Information doesn't flow through the internet as freely as it seems. Depending on which country you live in, you may see different content on a web page—or no content at all. As the internet has become the most important public space for everything from protest movements to pornography, governments around the world have started locking it down. And that has given rise to a new field of research: the science of censorship. ScienceInsider caught up with Phillipa Gill, a computer scientist at the University of Massachusetts in Amherst, to find out what's cooking in this online cat and mouse game. She spoke to us yesterday from the Internet Measurement Conference in Santa Monica, California, which she co-chaired. This interview has been edited for brevity and clarity.

Q: So how did you get into the science of censorship?

A: After my Ph.D. in computer science at the University of Toronto [in Canada], I did a postdoc at the same place. I walked into the political science department and discovered the "Citizen Lab." They were studying internet censorship, and I realized that the problems had a lot to do with network protocols, which I study.

Q: Those protocols are the rules that internet servers follow to pass information along. But how do you detect that censors are exploiting them?

A: That's my main project now. It's a software platform called ICLab—for Information Controls Lab. We've put it onto the [tiny, cheap computer known as the] Raspberry Pi. Citizen Lab has people on the ground around the world—Iran, Turkey, Yemen—and they plug [the computer] into their networks. ICLab does web requests [to see whether sites are blocked or redirected] … and it also captures data packets and looks at their headers  to see if anything is getting injected. [The header includes the instructions for where the data should go.] Then, all that information comes back to us over the internet. We have 14 Raspberry Pis up and online.

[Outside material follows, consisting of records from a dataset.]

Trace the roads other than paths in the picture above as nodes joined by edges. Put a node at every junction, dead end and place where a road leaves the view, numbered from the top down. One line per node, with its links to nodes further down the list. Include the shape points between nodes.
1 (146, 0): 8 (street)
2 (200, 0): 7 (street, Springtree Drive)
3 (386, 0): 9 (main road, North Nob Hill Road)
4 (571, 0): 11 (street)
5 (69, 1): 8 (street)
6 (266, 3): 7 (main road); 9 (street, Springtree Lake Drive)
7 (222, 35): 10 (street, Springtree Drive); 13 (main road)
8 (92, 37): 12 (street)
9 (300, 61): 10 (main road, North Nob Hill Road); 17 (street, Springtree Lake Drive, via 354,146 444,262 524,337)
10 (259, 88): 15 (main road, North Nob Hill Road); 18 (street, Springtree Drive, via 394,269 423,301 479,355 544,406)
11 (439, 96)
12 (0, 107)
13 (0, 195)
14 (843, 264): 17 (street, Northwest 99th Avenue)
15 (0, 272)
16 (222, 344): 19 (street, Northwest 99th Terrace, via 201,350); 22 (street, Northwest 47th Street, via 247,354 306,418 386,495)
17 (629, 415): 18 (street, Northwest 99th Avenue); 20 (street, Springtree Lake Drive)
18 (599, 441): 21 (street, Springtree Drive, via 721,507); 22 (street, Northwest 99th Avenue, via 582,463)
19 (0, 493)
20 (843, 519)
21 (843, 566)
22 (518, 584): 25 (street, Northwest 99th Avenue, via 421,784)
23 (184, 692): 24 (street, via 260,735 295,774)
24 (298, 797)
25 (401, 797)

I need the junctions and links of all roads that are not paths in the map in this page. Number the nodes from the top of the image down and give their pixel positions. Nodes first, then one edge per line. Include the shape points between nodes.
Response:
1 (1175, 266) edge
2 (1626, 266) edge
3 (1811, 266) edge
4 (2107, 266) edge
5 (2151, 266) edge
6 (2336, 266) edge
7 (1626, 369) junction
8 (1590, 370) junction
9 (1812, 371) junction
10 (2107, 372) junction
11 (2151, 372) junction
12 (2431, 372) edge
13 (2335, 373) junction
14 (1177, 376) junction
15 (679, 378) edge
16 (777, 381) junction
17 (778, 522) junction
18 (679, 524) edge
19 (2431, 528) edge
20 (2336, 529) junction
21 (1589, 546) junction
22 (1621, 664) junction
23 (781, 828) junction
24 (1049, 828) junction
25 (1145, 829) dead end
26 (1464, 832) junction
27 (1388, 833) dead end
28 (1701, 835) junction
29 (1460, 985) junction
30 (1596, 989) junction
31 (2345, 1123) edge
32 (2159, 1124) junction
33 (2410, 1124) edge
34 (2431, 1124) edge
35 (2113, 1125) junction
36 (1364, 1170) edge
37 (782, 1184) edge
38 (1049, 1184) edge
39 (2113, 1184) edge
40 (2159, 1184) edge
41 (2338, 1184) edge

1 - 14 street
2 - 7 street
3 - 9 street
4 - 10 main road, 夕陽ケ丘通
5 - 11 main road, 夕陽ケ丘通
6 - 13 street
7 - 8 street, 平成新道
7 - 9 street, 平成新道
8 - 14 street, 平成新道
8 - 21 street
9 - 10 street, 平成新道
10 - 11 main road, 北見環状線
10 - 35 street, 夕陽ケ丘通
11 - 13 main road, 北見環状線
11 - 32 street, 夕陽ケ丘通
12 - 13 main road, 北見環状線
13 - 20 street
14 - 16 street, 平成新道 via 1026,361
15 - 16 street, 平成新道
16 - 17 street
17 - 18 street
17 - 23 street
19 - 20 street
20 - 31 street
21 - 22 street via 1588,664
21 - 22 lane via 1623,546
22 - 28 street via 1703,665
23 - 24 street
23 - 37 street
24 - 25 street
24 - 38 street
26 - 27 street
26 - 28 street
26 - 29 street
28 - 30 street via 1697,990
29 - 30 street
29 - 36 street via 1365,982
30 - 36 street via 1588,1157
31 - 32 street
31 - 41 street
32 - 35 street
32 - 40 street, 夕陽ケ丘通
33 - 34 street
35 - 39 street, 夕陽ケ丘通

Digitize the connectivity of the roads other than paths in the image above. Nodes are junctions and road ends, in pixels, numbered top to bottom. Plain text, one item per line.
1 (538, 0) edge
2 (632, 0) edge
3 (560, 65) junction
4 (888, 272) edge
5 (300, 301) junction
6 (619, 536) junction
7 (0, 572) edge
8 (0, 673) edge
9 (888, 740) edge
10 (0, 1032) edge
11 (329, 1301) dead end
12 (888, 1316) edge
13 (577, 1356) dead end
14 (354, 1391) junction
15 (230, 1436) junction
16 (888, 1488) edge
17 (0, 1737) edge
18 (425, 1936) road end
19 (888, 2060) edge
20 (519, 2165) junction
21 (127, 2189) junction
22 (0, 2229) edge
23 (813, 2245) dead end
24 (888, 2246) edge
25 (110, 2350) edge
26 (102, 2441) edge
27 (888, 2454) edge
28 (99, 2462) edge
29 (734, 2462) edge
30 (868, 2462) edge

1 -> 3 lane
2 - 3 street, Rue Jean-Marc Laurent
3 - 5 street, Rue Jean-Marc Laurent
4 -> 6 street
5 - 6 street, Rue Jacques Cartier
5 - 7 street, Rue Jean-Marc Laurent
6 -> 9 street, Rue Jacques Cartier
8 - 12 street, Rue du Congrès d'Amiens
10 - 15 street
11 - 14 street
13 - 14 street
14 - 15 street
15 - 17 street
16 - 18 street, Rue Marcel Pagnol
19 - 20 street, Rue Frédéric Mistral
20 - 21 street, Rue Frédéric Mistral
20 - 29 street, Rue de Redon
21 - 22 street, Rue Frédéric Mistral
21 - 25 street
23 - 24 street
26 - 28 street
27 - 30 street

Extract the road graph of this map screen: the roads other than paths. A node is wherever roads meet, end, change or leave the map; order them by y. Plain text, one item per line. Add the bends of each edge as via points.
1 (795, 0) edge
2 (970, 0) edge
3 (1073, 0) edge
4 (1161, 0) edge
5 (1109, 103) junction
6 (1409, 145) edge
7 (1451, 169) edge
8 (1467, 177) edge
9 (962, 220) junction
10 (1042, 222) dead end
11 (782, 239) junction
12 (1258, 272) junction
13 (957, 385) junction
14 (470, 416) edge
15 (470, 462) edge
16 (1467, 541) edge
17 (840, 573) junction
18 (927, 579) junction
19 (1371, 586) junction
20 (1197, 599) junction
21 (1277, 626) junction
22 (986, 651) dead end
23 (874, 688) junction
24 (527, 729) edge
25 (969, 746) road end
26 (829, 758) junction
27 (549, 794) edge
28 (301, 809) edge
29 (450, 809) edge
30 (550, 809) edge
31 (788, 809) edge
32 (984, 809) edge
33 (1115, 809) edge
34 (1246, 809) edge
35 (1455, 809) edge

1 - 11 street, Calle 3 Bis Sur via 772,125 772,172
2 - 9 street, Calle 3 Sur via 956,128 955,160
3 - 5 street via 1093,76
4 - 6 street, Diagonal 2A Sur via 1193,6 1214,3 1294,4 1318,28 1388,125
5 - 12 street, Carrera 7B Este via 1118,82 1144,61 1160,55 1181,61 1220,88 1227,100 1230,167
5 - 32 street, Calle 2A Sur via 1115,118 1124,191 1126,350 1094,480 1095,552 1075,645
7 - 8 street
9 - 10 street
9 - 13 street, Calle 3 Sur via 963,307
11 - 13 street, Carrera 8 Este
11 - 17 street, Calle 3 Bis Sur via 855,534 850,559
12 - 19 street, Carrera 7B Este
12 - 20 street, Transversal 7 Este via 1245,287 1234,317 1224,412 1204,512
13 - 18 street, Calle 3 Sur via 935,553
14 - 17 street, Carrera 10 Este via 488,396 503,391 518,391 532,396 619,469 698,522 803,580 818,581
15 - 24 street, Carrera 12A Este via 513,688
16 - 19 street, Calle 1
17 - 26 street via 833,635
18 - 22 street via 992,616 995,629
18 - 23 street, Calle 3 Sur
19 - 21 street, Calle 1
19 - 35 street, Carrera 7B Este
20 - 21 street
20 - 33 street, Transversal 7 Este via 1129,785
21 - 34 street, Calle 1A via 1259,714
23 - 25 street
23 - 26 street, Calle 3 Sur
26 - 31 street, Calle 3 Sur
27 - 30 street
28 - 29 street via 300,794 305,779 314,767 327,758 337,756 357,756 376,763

Q: Finding any surprises so far?

A: We did find that the Iranian government is censoring some [political] websites. But some of the censorship is from companies. In Iran the filtering [of websites is happening] on servers in the U.S. that are restricting access, possibly due to sanctions. … A lot of the research [on censorship] so far has focused on the usual suspects in the Middle East. But U.S. companies are filtering [based on people's geographic location], too.

Q: When will you reveal the results from your censorship detectors?

A: Next year? I’m recruiting a new student to do some of the data analysis work.

Q: Is some censorship ethical?

A: Most people agree that something like child pornography should be blocked. But there needs to be transparency in censorship. Internet users should know what is being blocked and be able to decide if that's OK or not.